É difícil acreditar que este seja o primeiro filme de um diretor, porque o nível de atenção que ele dá à decupagem das cenas e a forma como elenca vários estágios de sentimentos em apenas 10 minutos de projeção é impressionante. A comédia de perseguição entre marido e mulher é capturada com bastante competência através de uma variedade de ângulos, planos e enquadramentos visualmente instigantes, dando lugar ao espanto dos personagens diante de algo inesperado, uma reviravolta que coloca esposo fujão e esposa perseguidora diante de sua própria realidade… vista por terceiros que parecem não saber nada do que dizem. É nesse ponto que diversas outras camadas interpretativas aparecem em cena e enriquecem o curta.

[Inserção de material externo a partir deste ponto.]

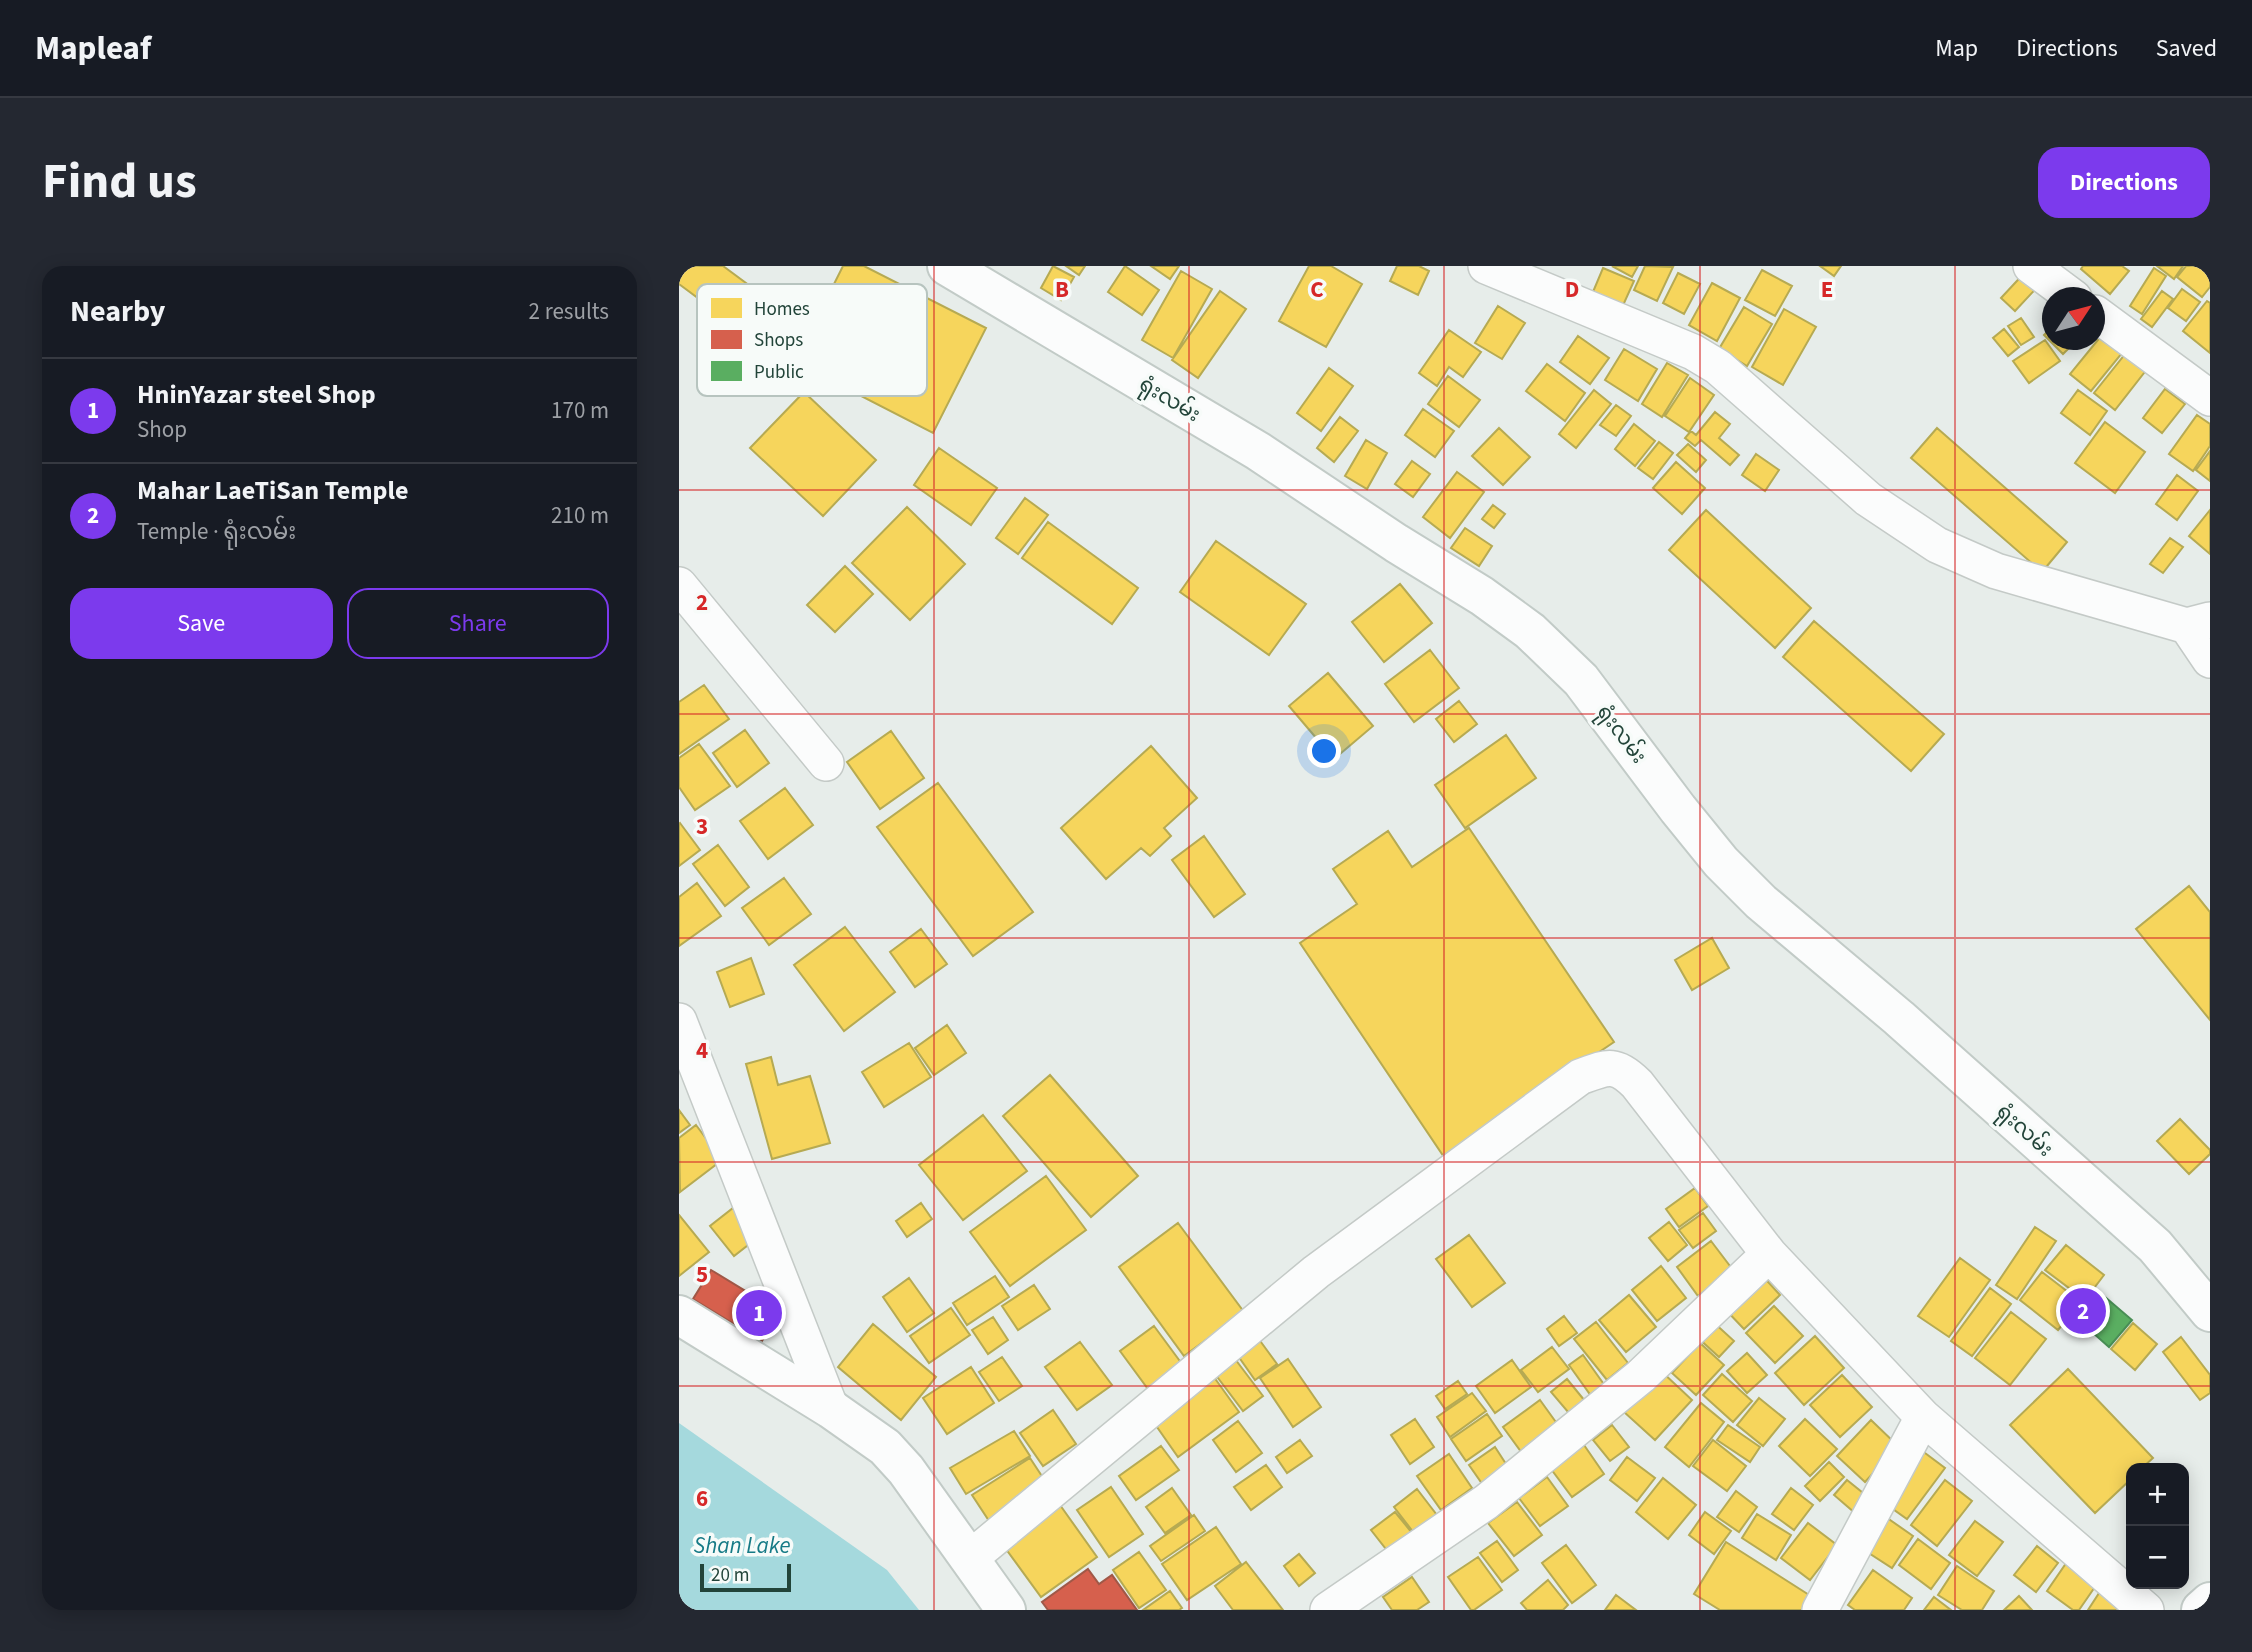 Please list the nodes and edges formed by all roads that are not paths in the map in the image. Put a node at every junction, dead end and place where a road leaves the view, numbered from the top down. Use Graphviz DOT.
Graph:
graph roads {
  1 [pos="947,266"];
  2 [pos="1486,266"];
  3 [pos="2031,266"];
  4 [pos="2059,287"];
  5 [pos="2105,320"];
  6 [pos="2210,398"];
  7 [pos="679,585"];
  8 [pos="2198,623"];
  9 [pos="2210,660"];
  10 [pos="826,763"];
  11 [pos="679,1021"];
  12 [pos="1769,1254"];
  13 [pos="2210,1312"];
  14 [pos="679,1315"];
  15 [pos="831,1409"];
  16 [pos="1923,1417"];
  17 [pos="969,1559"];
  18 [pos="1006,1610"];
  19 [pos="1328,1610"];
  20 [pos="1819,1610"];
  21 [pos="2147,1610"];
  1 -- 13 [label="street, ရုံးလမ်း"];
  2 -- 8 [label="street"];
  3 -- 4 [label="street"];
  5 -- 6 [label="street"];
  7 -- 10 [label="street"];
  8 -- 9 [label="street"];
  11 -- 15 [label="street"];
  12 -- 16 [label="street"];
  12 -- 17 [label="street"];
  12 -- 19 [label="street"];
  14 -- 15 [label="street"];
  15 -- 17 [label="street"];
  16 -- 20 [label="street"];
  16 -- 21 [label="street"];
  17 -- 18 [label="street"];
} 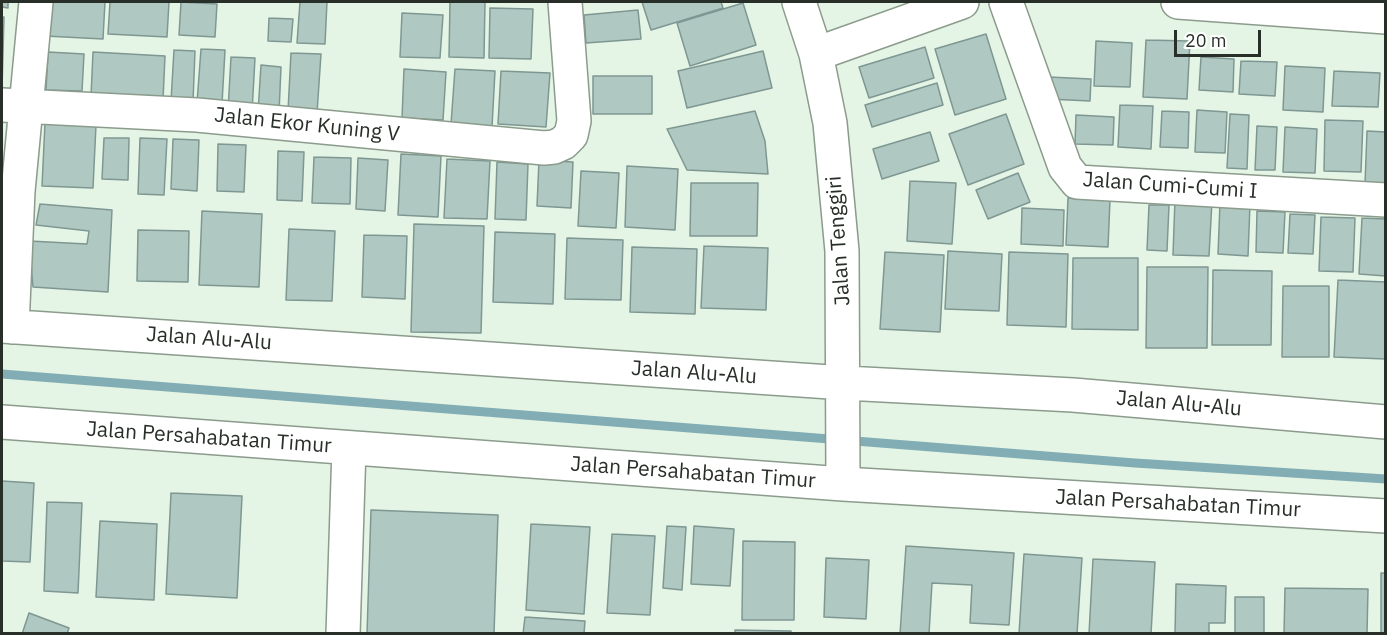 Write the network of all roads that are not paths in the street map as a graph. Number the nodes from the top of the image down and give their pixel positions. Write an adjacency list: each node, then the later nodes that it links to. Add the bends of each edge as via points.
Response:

O que sabem os estudiosos de um museu sobre uma humilde casa na periferia da cidade? O que podem saber sobre as relações dos que ali vivem, do que passam aquelas pessoas, ou o que elas desejam? E ainda assim, esses estudiosos fazem leituras emotivas, cheias “possíveis verdades” sobre os moradores daquele “espaço exótico”, tratando-os como curiosidade distanciada. Discussões que perpassam a etnologia e chegam à luta de classes, à desconexão entre teoria e prática de muitos discursos socialmente populares e entre o “ideal artístico de pobreza” e a “pobreza em si” recebem lugar na crítica realizada pelo diretor, que não perde a oportunidade de alfinetar também a mudança de perspectiva, na cena final, quando uma nova oportunidade de produção artística aparece. O que antes era uma incógnita acidental, agora passa a ser uma reprodução orientada, registrada de bom grado, com algum tipo de benefício tanto para o artista, quanto para o objeto artístico. Tão real e tão Universal que chega a doer.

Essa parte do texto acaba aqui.